Exercise input.
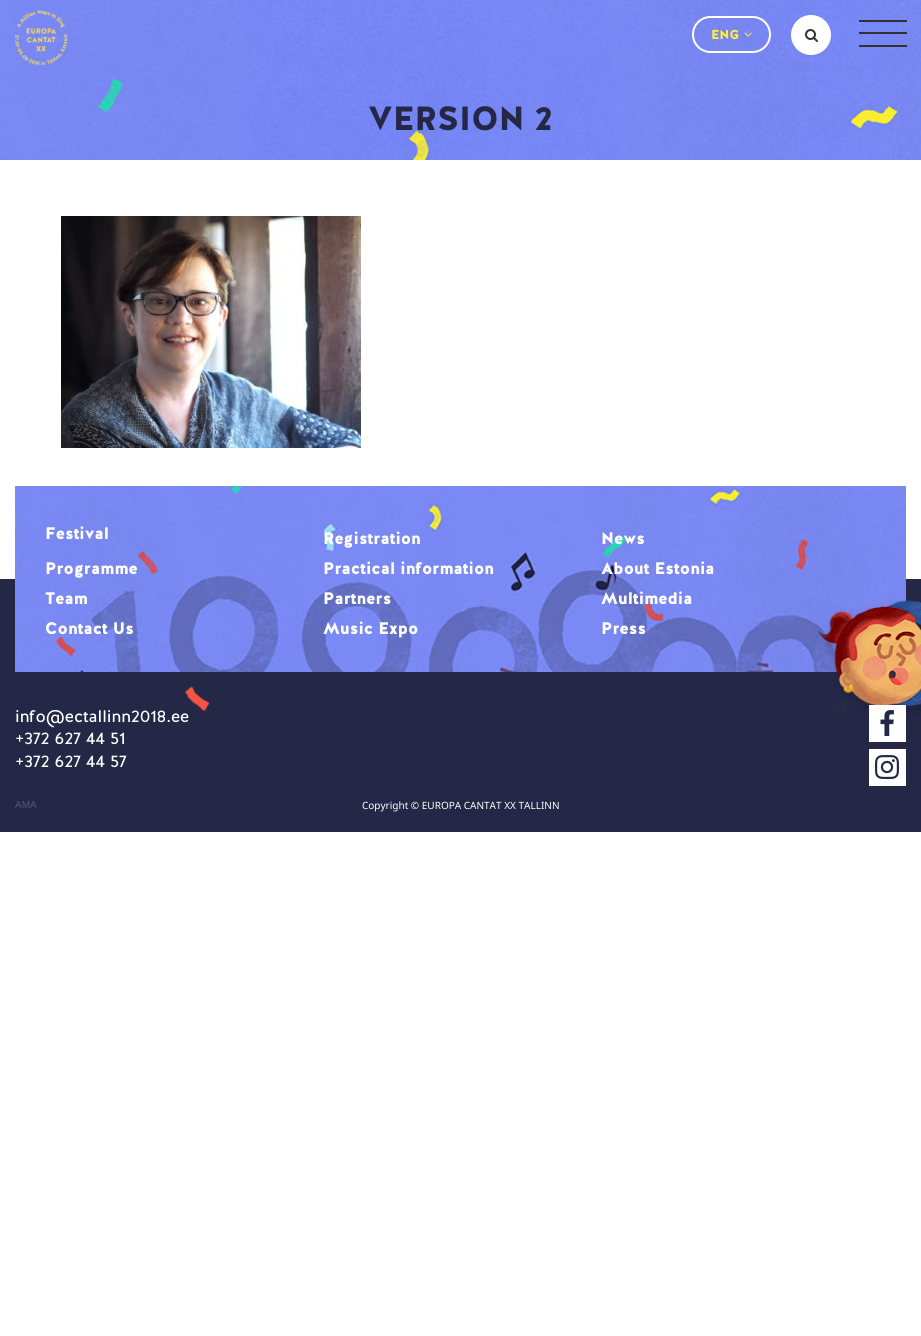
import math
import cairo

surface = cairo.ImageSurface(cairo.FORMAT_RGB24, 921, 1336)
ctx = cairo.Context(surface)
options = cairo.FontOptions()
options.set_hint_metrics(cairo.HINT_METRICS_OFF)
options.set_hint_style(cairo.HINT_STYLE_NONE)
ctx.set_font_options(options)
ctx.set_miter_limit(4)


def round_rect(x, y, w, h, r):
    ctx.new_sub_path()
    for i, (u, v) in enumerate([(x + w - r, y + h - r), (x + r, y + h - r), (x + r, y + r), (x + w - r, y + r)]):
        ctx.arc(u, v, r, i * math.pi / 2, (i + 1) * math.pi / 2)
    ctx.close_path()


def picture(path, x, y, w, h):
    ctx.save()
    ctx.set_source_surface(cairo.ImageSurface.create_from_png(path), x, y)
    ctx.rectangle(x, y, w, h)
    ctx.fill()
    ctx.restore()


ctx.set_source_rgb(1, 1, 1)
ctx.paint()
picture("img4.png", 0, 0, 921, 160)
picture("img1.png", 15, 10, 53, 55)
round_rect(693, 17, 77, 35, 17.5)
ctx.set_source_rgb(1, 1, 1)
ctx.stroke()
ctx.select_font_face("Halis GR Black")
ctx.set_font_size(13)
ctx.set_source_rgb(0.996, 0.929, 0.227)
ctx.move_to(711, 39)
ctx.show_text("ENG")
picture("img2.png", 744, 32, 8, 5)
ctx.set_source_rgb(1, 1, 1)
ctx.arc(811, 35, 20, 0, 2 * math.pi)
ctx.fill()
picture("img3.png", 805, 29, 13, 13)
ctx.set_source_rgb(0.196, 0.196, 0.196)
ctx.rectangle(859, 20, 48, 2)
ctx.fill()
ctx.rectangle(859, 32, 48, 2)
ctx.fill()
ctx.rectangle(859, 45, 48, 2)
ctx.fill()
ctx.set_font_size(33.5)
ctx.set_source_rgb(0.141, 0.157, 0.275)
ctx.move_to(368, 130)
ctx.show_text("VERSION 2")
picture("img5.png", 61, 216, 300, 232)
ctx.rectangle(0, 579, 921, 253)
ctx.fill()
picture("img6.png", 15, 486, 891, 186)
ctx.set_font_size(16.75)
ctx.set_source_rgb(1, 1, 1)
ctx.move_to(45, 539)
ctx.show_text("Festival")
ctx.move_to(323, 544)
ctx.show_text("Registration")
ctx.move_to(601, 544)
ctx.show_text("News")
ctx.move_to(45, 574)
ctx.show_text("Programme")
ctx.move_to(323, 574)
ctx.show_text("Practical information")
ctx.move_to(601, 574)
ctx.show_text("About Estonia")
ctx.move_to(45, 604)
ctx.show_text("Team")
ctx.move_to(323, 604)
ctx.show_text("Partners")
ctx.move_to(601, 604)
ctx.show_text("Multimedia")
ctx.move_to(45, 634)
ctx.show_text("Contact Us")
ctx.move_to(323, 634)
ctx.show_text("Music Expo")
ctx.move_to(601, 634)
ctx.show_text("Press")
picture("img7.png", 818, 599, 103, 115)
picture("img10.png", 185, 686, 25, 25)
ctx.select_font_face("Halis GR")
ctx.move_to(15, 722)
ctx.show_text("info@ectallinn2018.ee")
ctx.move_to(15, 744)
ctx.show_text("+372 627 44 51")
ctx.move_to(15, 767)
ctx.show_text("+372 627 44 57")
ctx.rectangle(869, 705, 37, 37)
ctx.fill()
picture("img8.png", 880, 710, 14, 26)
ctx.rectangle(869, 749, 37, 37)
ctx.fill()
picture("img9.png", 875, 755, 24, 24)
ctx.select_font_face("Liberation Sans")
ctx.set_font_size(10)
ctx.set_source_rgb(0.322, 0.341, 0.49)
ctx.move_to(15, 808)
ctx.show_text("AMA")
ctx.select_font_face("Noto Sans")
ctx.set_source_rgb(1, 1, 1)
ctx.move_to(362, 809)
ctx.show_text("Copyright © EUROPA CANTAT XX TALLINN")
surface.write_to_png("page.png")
...
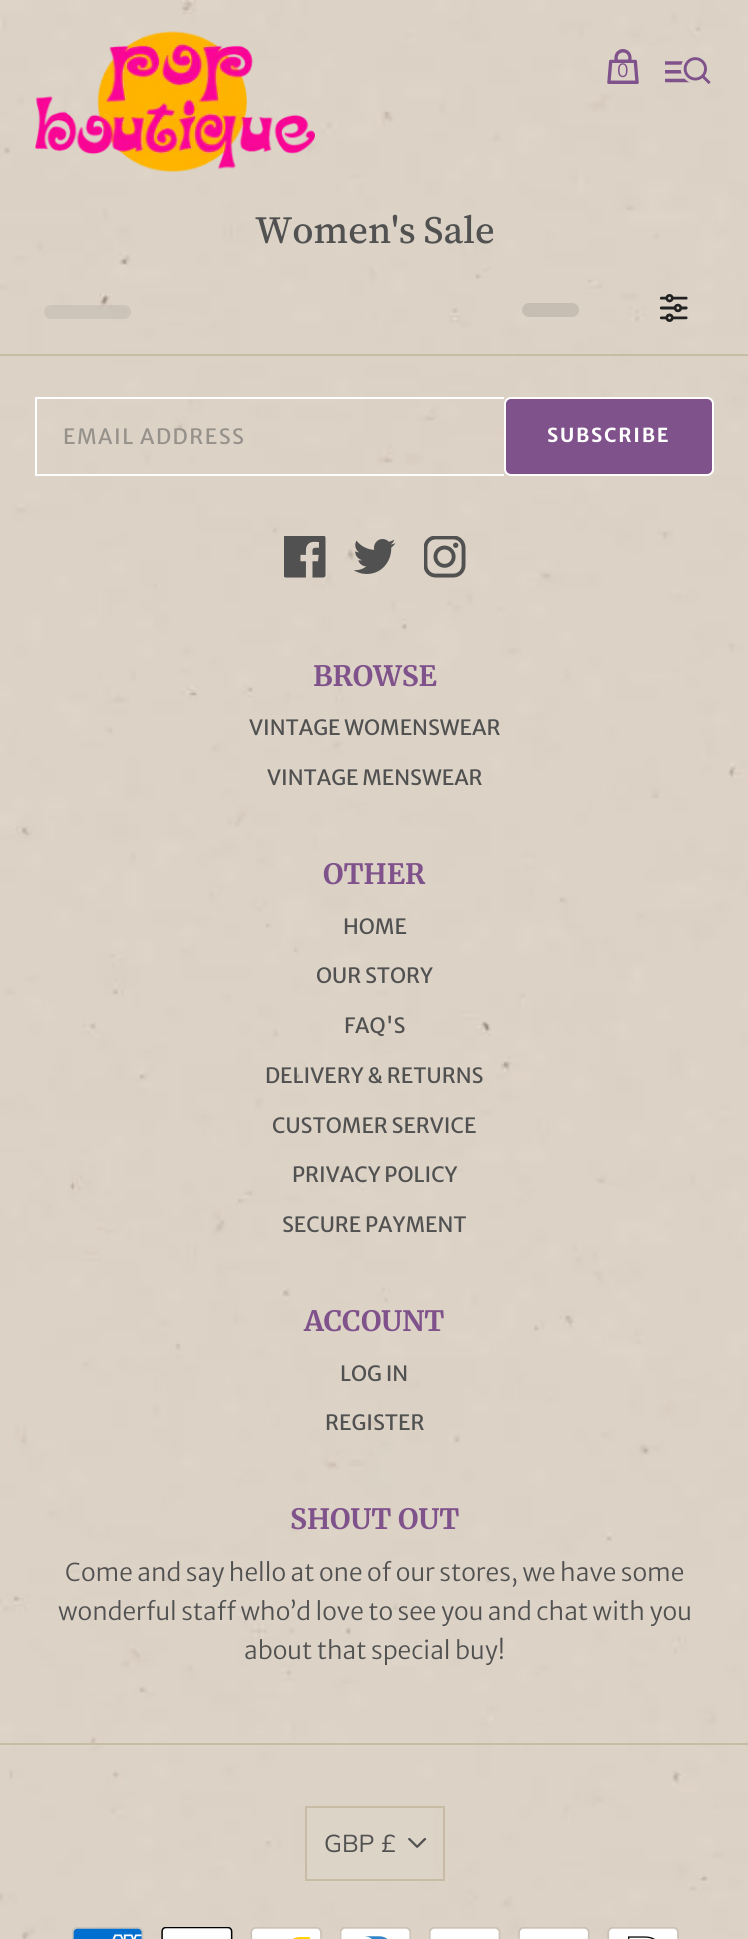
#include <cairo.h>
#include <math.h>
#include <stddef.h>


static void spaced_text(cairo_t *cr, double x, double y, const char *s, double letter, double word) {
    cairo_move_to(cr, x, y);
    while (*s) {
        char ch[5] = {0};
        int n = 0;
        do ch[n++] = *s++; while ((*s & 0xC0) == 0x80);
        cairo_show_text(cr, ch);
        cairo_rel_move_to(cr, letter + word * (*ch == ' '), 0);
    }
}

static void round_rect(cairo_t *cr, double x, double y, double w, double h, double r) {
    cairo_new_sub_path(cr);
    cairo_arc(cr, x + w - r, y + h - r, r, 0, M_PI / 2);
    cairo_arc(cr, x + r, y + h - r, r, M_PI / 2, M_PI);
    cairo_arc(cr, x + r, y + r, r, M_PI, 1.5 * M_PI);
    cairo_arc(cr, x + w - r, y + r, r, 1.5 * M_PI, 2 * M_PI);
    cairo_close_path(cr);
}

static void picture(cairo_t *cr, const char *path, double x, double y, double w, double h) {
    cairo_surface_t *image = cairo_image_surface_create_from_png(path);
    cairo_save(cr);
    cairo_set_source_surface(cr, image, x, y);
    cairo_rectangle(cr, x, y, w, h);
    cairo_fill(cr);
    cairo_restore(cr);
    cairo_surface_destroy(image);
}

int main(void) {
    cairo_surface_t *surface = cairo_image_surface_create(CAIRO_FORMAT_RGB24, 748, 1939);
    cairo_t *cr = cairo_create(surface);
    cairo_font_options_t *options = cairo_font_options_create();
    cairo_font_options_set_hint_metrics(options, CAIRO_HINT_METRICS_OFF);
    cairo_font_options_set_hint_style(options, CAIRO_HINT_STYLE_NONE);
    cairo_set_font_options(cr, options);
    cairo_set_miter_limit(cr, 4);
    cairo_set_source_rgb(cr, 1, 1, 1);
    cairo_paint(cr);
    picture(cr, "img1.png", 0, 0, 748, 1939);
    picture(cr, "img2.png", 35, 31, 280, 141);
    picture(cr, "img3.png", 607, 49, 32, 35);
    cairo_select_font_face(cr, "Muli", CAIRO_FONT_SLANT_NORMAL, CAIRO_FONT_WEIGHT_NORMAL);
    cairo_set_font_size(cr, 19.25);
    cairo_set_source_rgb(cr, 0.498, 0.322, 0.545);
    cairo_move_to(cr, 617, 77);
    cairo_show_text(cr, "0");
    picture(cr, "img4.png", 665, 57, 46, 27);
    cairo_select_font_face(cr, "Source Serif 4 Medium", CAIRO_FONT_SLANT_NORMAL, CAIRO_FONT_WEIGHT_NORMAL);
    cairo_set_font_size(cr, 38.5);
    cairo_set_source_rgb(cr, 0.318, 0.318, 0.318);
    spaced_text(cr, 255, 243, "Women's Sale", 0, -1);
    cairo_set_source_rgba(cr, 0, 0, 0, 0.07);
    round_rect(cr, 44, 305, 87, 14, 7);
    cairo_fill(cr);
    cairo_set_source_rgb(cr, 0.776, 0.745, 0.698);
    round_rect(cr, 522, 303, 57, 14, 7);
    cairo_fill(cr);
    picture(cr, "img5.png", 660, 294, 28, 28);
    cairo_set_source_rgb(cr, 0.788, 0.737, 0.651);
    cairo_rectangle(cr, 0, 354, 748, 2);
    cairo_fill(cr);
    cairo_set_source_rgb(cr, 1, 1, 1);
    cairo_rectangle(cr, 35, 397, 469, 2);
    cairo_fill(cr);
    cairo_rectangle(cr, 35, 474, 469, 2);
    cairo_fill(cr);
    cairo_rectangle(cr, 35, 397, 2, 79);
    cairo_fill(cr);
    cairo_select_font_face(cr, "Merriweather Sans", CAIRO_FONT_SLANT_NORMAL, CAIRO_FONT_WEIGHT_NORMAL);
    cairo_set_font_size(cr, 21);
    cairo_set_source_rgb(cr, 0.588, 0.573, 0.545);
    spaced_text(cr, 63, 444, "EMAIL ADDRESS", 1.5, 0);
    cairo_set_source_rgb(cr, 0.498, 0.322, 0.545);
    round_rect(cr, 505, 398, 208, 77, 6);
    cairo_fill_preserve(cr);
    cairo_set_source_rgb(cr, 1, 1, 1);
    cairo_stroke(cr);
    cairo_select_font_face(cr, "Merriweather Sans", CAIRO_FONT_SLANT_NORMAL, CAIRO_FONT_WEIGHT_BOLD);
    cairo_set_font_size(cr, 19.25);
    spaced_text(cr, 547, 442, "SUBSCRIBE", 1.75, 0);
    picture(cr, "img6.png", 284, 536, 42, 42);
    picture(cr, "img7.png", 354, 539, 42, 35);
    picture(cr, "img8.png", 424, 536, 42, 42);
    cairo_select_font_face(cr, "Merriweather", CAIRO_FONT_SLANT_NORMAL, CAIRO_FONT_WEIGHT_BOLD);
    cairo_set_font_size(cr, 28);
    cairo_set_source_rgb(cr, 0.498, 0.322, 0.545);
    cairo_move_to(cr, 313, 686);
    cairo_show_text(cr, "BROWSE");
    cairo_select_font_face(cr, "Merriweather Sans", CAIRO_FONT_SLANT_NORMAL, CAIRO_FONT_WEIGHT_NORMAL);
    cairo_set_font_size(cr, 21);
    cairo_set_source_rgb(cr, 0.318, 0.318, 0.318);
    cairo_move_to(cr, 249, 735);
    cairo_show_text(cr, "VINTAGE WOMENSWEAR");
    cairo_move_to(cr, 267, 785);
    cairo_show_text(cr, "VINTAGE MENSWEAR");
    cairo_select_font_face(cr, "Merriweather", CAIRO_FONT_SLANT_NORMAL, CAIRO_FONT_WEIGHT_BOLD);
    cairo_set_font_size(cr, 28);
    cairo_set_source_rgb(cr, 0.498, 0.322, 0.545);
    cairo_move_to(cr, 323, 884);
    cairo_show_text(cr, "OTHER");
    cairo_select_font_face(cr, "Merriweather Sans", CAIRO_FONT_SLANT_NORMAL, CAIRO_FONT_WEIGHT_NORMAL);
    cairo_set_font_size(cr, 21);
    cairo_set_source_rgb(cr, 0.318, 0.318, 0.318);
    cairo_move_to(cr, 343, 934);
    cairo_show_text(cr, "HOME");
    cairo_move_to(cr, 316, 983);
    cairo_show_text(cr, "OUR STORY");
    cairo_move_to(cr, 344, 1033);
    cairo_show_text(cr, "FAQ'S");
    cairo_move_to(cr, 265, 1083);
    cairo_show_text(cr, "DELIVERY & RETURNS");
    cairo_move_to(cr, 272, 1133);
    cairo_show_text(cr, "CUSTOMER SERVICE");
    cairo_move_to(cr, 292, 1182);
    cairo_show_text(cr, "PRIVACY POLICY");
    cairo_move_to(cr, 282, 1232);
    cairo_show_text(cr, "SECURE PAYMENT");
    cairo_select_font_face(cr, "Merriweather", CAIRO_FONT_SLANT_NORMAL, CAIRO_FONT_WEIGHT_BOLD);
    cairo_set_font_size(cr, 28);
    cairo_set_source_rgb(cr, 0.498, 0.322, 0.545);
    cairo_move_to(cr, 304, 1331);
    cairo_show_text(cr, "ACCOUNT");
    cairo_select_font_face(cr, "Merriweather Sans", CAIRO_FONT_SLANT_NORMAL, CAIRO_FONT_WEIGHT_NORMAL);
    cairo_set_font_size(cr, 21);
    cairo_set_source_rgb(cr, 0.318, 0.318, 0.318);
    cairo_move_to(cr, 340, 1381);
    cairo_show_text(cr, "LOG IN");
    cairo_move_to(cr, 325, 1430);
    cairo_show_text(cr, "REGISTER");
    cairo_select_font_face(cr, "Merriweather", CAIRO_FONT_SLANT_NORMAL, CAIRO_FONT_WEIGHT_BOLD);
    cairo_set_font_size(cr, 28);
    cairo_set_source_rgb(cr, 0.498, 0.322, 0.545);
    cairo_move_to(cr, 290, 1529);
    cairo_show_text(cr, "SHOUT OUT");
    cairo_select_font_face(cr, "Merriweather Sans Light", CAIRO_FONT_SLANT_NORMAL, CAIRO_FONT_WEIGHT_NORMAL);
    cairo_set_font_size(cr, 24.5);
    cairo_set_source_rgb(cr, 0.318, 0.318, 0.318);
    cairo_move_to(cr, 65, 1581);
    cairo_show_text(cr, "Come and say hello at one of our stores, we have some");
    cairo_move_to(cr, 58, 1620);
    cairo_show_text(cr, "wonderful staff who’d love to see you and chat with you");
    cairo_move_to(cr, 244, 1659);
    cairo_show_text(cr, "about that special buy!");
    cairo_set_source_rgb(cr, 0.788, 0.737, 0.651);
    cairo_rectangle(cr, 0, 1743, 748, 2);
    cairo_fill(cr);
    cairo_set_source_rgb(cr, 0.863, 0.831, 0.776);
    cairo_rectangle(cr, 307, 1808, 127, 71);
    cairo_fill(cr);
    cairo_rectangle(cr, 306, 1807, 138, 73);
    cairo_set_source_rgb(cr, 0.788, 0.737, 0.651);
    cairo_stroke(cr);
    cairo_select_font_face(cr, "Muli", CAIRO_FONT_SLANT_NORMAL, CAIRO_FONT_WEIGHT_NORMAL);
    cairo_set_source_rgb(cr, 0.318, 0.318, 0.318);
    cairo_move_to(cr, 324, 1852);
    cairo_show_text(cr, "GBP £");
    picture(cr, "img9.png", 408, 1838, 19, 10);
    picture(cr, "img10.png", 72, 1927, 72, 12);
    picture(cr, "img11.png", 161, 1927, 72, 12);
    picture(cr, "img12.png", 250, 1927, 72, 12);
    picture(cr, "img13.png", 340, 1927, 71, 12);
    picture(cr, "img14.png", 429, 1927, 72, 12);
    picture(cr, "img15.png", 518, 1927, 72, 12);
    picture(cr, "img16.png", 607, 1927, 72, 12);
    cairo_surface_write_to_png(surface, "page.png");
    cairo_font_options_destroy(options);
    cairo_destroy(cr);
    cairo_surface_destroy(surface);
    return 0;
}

Task directions. Set down again, word for word, the stretch of records from the line with "import math" to the line with "ctx.set_miter_limit(4)", both of those lines included.

Expected answer.
import math
import cairo

surface = cairo.ImageSurface(cairo.FORMAT_RGB24, 921, 1336)
ctx = cairo.Context(surface)
options = cairo.FontOptions()
options.set_hint_metrics(cairo.HINT_METRICS_OFF)
options.set_hint_style(cairo.HINT_STYLE_NONE)
ctx.set_font_options(options)
ctx.set_miter_limit(4)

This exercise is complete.